# Problem:
Across the whole listing, copy out every line that includes the string "name".

** Opening Raw data block **

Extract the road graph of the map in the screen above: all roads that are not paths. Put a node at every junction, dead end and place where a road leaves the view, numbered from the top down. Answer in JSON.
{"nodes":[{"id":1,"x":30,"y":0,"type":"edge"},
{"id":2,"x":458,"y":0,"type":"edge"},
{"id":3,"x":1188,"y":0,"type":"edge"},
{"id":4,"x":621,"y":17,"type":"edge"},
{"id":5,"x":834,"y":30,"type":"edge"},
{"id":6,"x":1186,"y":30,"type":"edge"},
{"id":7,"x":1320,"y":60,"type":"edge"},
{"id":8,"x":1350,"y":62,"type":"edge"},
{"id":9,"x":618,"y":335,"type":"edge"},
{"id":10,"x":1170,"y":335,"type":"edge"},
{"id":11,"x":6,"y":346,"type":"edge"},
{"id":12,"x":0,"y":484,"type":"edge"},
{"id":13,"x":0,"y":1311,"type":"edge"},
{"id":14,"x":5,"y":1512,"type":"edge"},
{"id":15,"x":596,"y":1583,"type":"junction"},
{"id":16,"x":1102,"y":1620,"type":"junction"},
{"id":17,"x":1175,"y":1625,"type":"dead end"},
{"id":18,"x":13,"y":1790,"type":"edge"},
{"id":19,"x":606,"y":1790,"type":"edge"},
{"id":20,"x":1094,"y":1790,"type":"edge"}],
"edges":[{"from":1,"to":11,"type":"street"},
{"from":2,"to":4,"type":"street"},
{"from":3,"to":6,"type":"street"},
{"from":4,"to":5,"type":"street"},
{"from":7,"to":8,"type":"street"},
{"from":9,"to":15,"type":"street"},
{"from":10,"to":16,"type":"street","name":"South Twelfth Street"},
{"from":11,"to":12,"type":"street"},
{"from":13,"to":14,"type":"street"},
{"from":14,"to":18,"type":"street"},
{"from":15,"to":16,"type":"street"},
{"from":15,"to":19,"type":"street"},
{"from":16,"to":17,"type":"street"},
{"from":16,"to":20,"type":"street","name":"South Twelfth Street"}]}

** Closing Raw data block **

# Completed exercise:
{"from":10,"to":16,"type":"street","name":"South Twelfth Street"},
{"from":16,"to":20,"type":"street","name":"South Twelfth Street"}]}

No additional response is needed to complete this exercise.